**Your goal**
A complete response lists each line of the data below that includes the word "down".

**Records supplied**
···

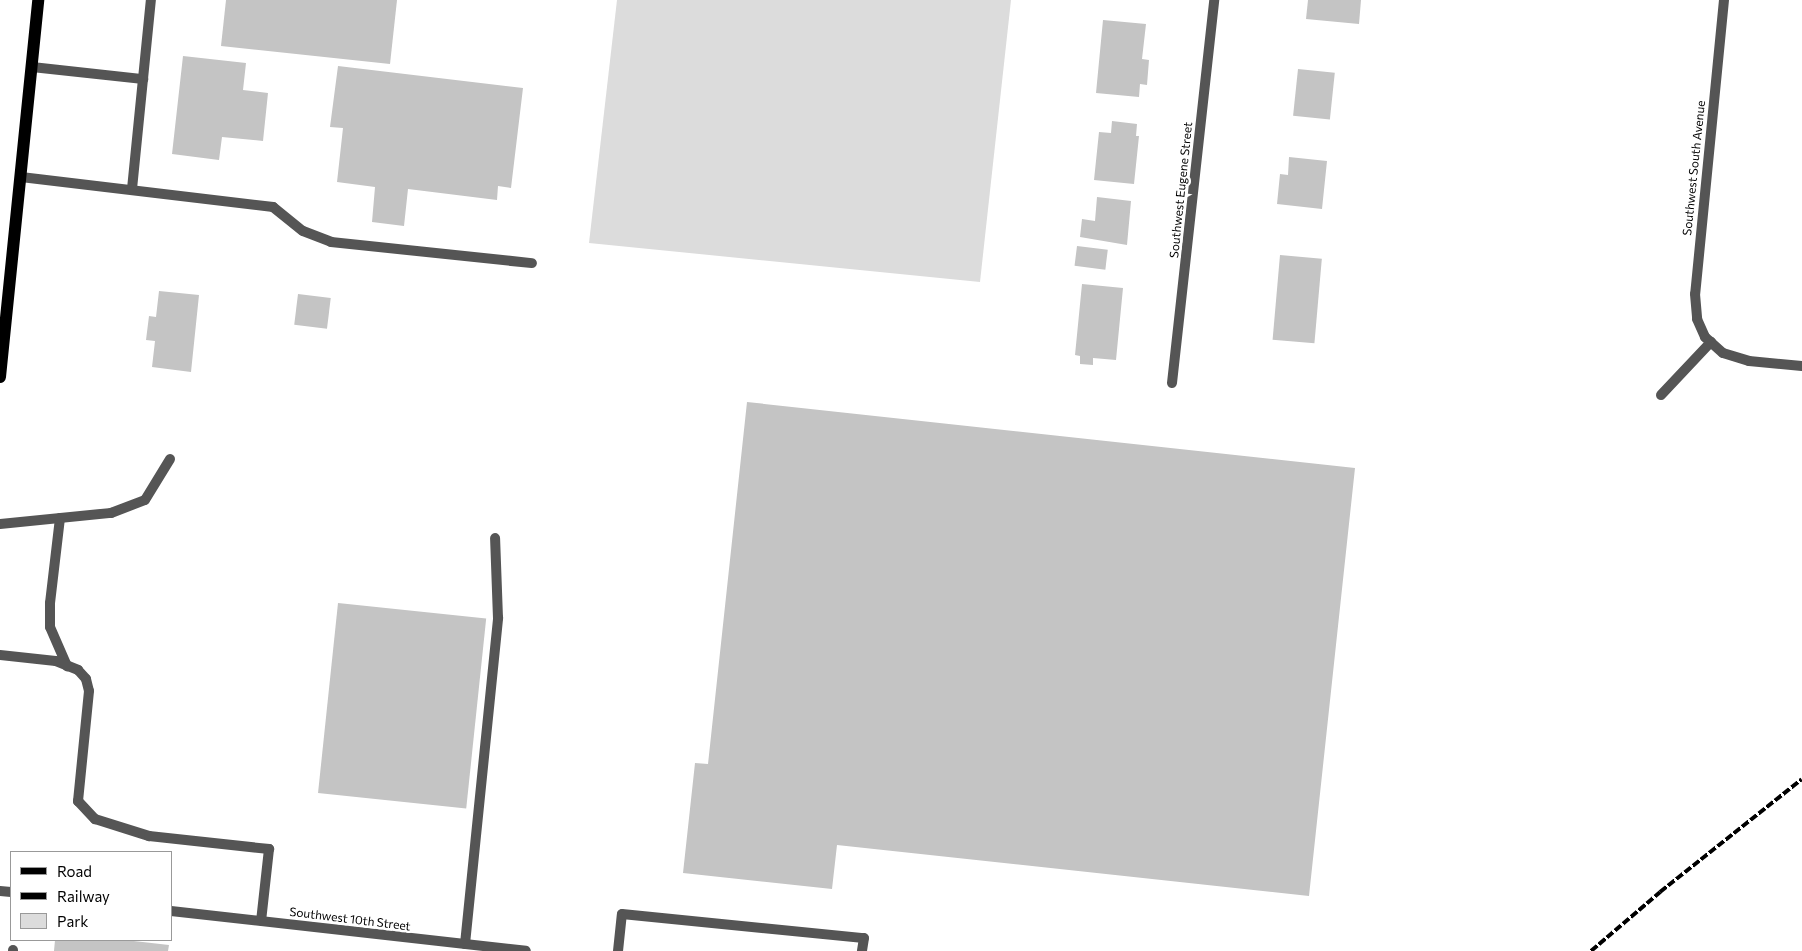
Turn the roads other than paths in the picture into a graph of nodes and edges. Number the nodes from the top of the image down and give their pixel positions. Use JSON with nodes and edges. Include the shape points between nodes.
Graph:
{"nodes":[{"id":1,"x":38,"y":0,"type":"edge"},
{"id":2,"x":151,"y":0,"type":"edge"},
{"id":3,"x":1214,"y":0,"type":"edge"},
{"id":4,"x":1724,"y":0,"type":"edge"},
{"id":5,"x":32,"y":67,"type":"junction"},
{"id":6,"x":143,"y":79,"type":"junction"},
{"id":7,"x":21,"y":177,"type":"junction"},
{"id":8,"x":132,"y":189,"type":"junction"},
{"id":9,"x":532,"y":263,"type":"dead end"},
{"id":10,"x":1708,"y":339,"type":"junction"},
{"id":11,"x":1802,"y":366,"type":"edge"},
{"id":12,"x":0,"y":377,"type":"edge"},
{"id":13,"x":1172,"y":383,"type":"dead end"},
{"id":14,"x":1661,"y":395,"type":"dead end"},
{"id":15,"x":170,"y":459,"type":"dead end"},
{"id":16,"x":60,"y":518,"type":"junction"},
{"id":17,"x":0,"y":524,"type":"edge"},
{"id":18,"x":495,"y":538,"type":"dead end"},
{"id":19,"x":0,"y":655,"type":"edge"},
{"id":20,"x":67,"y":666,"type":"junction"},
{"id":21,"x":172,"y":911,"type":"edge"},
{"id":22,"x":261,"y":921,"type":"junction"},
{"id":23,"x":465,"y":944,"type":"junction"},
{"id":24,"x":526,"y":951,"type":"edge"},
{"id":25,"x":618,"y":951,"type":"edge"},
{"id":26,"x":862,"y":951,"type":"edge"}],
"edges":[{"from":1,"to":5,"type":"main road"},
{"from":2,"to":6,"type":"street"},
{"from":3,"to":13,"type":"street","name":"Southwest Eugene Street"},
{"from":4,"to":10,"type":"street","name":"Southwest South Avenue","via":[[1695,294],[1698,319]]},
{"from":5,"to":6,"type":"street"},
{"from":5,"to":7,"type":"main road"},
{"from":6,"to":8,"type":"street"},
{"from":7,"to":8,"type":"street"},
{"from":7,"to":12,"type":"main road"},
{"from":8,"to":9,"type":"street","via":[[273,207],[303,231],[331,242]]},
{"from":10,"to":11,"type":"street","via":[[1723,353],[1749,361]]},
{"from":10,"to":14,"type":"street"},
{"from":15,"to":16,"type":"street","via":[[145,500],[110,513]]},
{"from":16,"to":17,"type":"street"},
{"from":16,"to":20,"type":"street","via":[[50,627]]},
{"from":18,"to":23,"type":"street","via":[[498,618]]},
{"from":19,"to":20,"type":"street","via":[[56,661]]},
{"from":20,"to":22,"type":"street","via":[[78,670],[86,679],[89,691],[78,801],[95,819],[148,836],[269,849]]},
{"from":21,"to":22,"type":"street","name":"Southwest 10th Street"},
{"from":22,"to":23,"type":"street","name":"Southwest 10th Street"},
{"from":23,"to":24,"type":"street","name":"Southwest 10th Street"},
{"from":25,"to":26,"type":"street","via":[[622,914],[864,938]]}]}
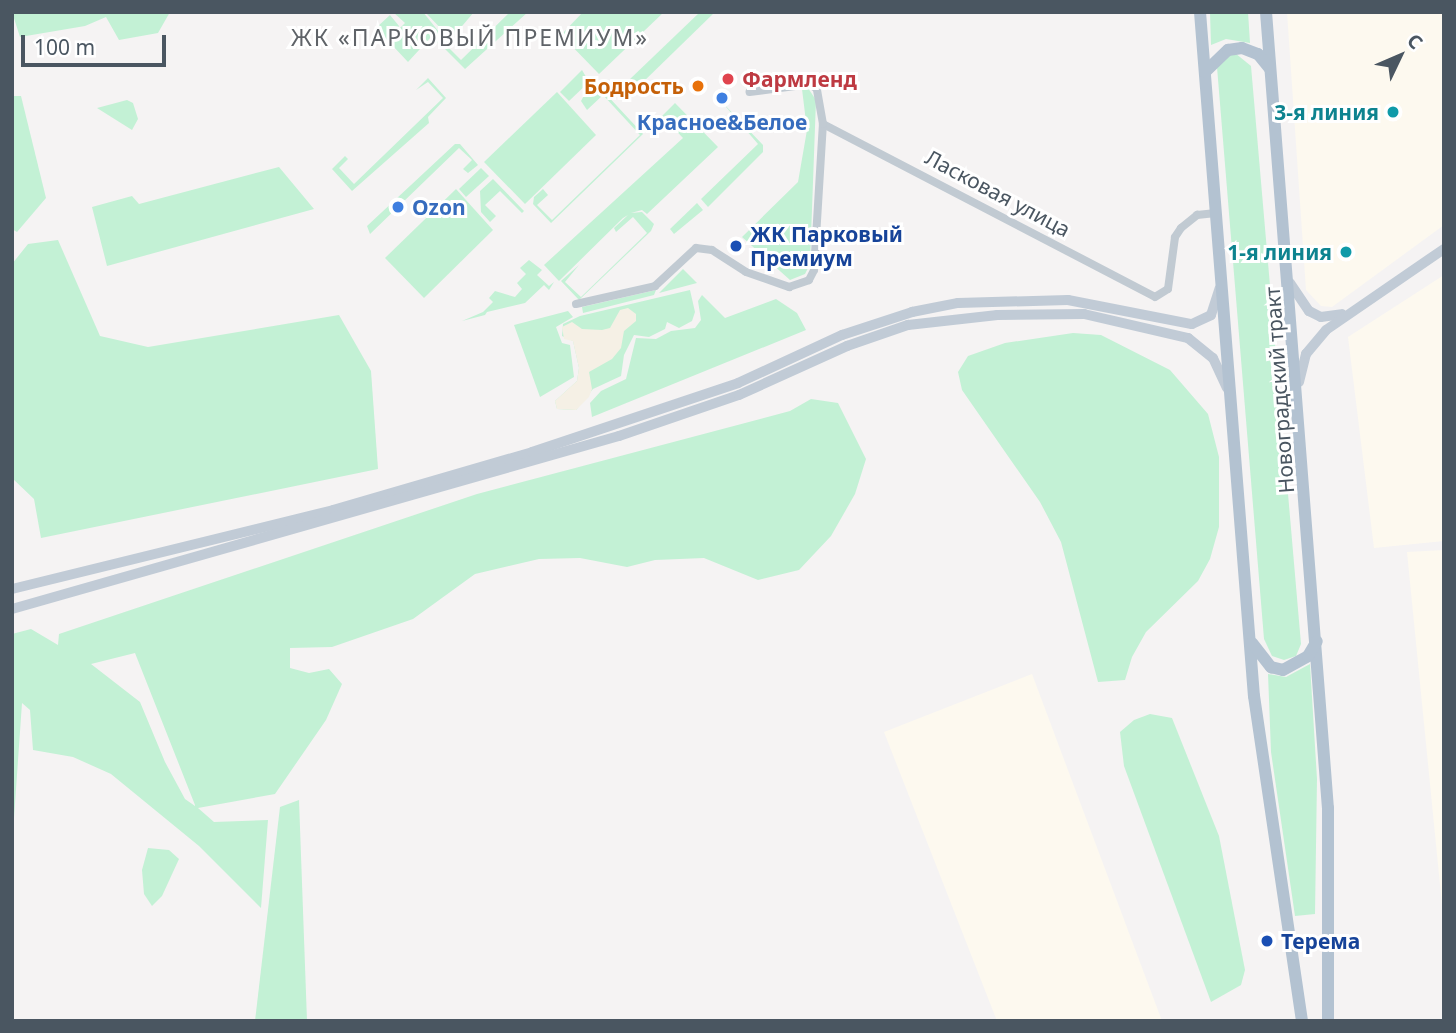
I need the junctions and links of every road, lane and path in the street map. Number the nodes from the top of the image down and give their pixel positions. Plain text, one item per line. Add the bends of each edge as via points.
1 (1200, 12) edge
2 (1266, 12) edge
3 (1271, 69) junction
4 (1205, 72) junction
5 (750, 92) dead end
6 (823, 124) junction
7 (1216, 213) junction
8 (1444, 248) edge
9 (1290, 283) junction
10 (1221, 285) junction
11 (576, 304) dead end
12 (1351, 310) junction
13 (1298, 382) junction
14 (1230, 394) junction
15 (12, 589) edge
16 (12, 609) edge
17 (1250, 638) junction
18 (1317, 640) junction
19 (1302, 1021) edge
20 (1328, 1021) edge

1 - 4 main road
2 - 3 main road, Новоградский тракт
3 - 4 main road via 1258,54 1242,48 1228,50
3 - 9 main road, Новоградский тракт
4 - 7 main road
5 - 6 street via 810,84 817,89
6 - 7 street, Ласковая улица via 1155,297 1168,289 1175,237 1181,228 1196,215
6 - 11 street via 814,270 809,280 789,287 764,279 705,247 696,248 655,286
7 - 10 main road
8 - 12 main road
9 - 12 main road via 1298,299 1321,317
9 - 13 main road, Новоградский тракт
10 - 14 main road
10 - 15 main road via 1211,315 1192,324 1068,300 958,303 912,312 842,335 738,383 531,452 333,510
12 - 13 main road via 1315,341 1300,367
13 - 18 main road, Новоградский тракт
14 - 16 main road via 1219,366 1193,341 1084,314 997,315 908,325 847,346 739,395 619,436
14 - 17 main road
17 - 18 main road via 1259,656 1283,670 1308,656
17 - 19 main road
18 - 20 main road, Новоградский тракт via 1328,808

···

**Response below**
Turn the roads other than paths in the picture into a graph of nodes and edges. Number the nodes from the top of the image down and give their pixel positions. Use JSON with nodes and edges. Include the shape points between nodes.
I need the junctions and links of every road, lane and path in the street map. Number the nodes from the top of the image down and give their pixel positions. Plain text, one item per line. Add the bends of each edge as via points.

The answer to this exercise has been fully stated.